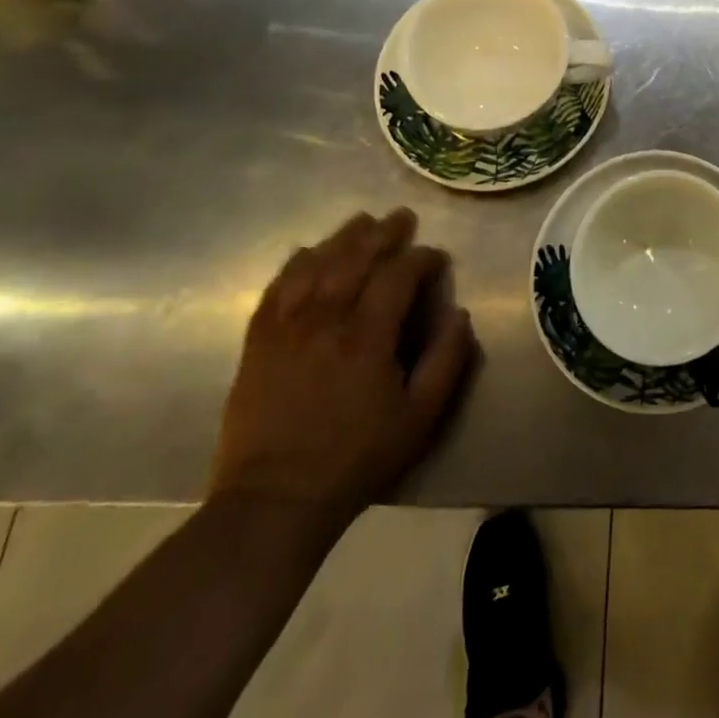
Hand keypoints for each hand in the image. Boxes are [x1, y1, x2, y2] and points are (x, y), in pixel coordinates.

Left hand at [210, 209, 475, 529]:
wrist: (274, 500)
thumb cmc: (355, 459)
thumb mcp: (419, 418)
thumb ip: (447, 361)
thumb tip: (460, 313)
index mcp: (367, 337)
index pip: (398, 275)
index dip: (421, 259)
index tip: (437, 257)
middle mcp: (326, 320)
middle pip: (355, 258)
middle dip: (383, 233)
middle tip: (402, 216)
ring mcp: (287, 328)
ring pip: (316, 265)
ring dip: (342, 238)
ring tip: (361, 221)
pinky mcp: (258, 342)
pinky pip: (276, 288)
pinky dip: (294, 264)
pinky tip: (307, 252)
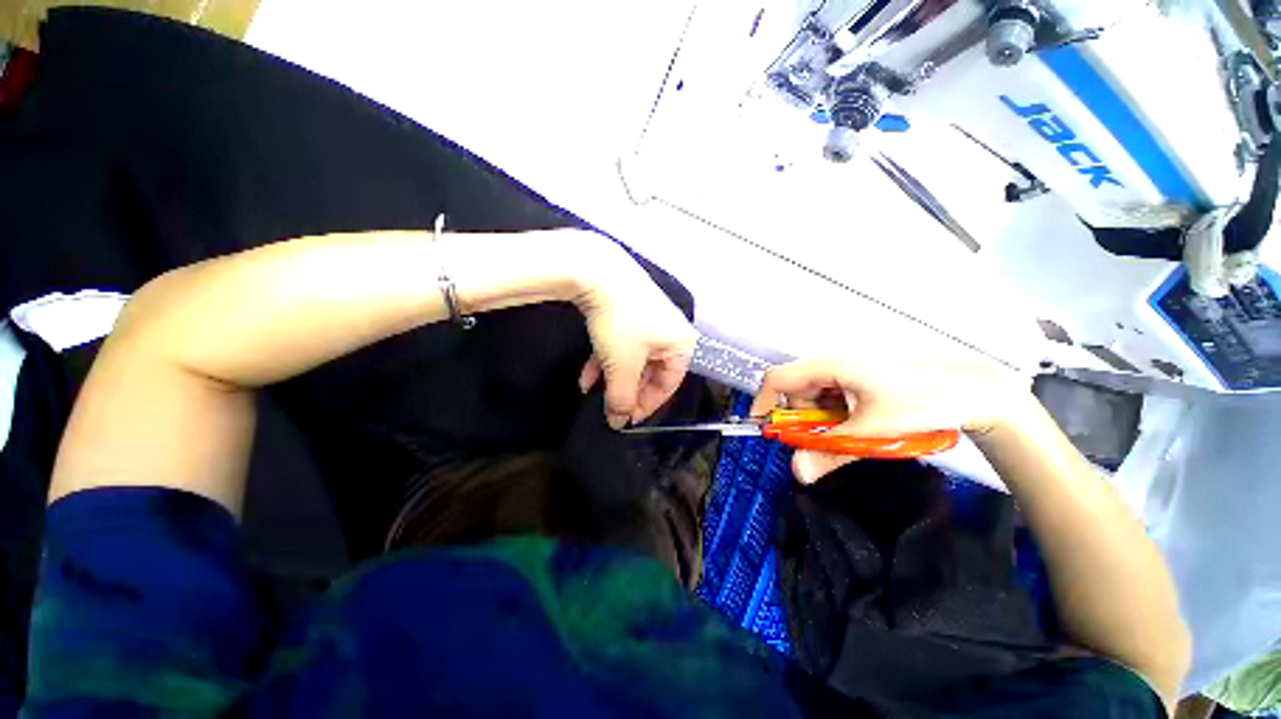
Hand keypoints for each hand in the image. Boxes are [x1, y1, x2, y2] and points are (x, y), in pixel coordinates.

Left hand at [572, 243, 697, 428]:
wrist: (598, 273)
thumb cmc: (621, 324)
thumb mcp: (623, 367)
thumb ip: (622, 398)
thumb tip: (618, 423)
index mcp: (681, 344)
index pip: (669, 384)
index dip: (648, 405)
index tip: (627, 419)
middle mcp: (670, 331)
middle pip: (650, 371)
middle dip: (627, 390)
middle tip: (611, 407)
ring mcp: (649, 318)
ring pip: (632, 358)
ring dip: (613, 377)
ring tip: (593, 393)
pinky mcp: (629, 310)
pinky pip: (622, 343)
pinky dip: (606, 359)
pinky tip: (586, 375)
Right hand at [749, 358, 1028, 482]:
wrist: (973, 391)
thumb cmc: (919, 403)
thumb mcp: (870, 432)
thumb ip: (829, 452)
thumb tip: (797, 472)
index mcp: (828, 369)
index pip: (777, 379)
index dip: (764, 402)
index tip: (764, 428)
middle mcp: (833, 367)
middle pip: (796, 391)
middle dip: (801, 419)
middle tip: (822, 441)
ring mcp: (848, 374)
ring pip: (816, 398)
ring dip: (822, 421)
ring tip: (852, 434)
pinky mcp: (861, 382)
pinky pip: (834, 399)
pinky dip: (838, 417)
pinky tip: (862, 425)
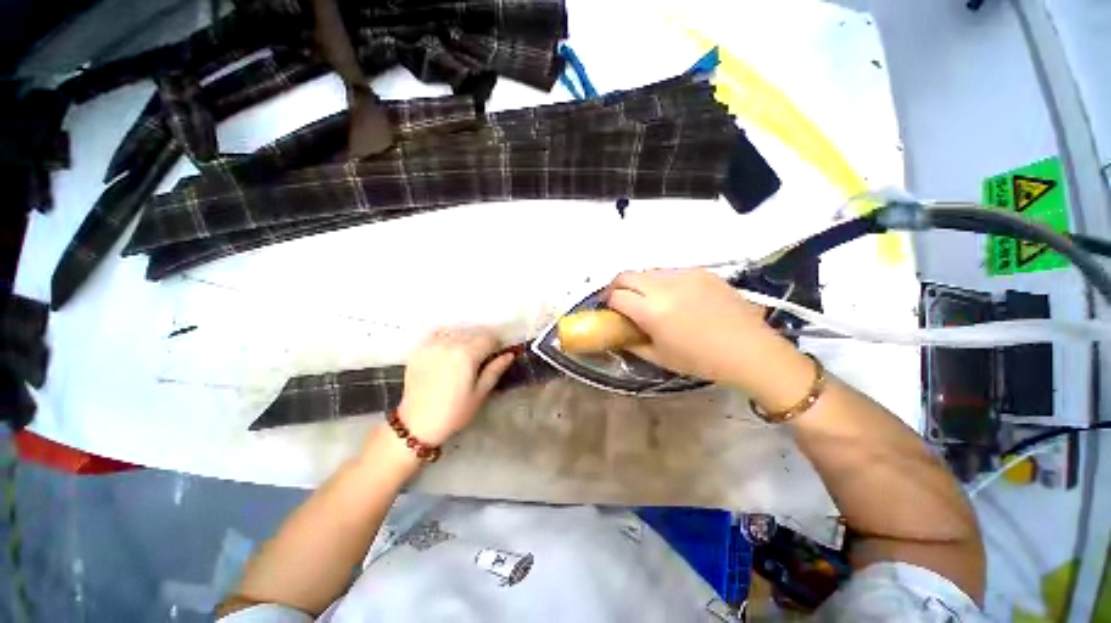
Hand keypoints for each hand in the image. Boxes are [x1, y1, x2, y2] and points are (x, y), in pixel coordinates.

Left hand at [394, 328, 514, 446]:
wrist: (417, 424)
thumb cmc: (454, 412)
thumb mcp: (480, 393)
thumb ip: (495, 370)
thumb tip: (510, 354)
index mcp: (467, 354)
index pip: (489, 338)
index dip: (496, 347)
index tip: (495, 357)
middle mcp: (449, 343)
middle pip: (473, 334)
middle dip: (480, 344)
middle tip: (479, 361)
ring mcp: (431, 344)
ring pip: (456, 333)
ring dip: (463, 340)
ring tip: (461, 358)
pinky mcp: (418, 349)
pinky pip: (438, 336)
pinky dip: (445, 340)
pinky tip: (445, 354)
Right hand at [606, 269, 807, 399]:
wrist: (750, 350)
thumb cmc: (701, 360)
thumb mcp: (659, 357)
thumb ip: (632, 343)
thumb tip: (619, 333)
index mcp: (652, 310)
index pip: (616, 295)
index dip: (608, 302)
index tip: (610, 310)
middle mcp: (664, 286)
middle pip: (626, 275)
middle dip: (617, 286)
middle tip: (621, 300)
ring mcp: (684, 275)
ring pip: (648, 271)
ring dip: (640, 283)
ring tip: (650, 299)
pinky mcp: (701, 271)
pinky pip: (670, 272)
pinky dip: (663, 282)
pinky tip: (675, 297)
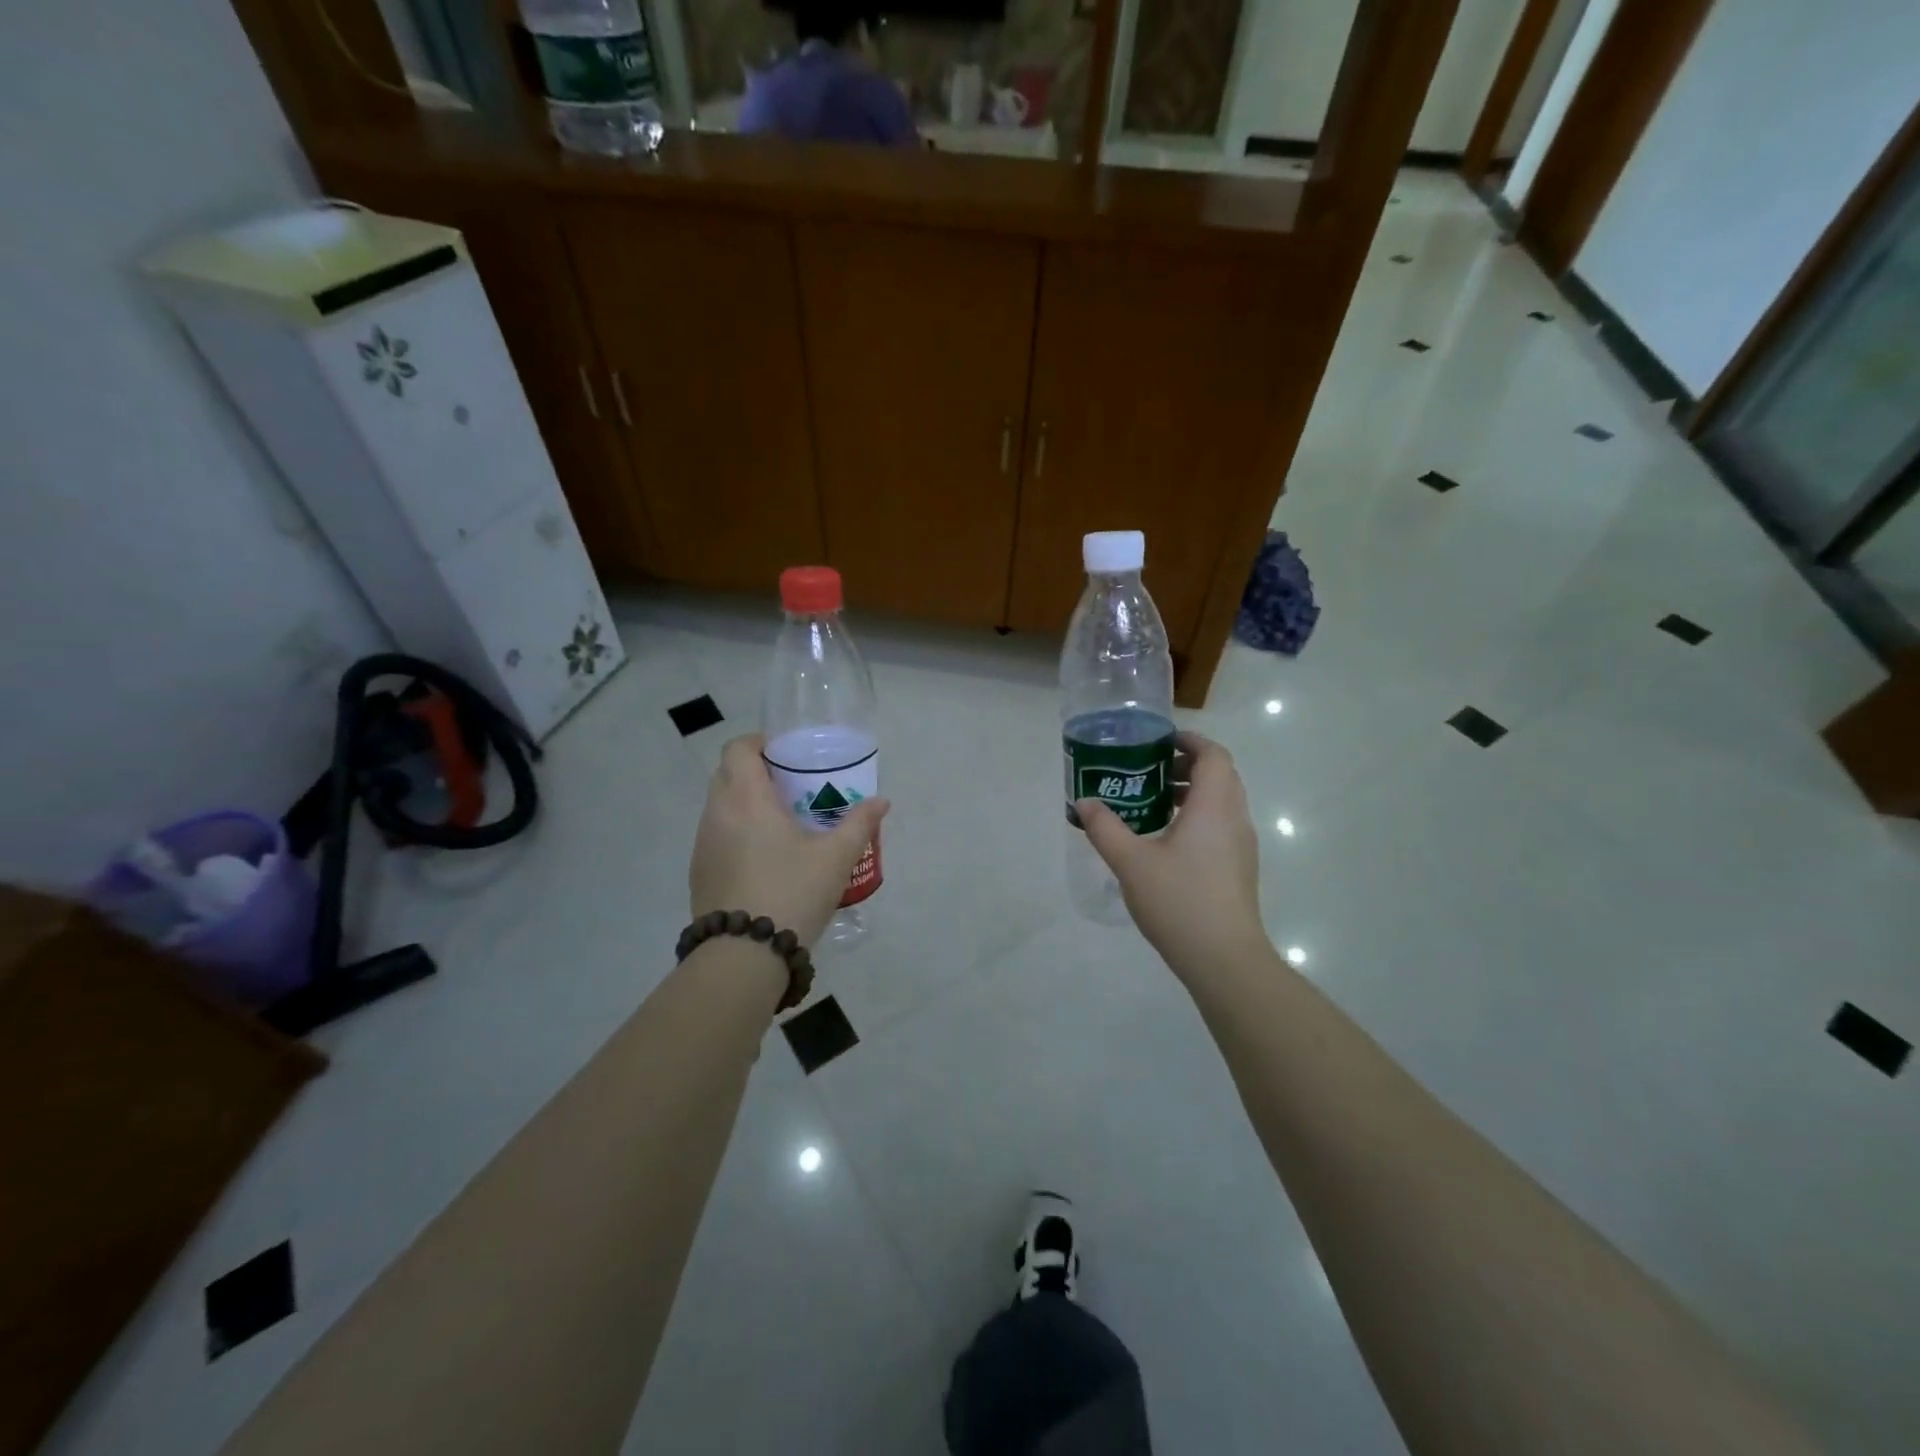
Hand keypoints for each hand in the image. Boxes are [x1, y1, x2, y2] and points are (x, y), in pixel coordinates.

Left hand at [690, 734, 889, 947]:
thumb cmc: (792, 892)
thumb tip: (881, 801)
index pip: (738, 748)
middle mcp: (717, 813)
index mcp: (746, 798)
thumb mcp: (836, 857)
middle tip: (792, 786)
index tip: (786, 754)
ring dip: (745, 803)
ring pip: (720, 806)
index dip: (759, 742)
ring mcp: (703, 844)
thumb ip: (859, 823)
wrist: (744, 955)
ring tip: (782, 823)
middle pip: (727, 774)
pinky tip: (765, 858)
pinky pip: (717, 835)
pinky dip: (737, 832)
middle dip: (756, 771)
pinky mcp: (699, 872)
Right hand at [1077, 732, 1266, 977]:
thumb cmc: (1179, 900)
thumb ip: (1105, 828)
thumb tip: (1084, 802)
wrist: (1224, 958)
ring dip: (1192, 793)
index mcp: (1214, 805)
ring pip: (1222, 802)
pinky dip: (1199, 817)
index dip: (1189, 741)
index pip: (1213, 754)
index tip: (1158, 743)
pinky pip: (1222, 825)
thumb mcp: (1131, 862)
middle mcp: (1235, 818)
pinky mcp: (1240, 867)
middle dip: (1186, 765)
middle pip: (1220, 775)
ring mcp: (1242, 845)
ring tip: (1152, 804)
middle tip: (1148, 771)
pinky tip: (1167, 842)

== == ==

TASK DESCRIPTION >> Using the listing above, report each line that mentions the word "Right".

TASK ANSWER >>
Right hand at [749, 358, 1028, 482]:
Right hand at [606, 269, 807, 399]:
Right hand at [1077, 732, 1266, 977]:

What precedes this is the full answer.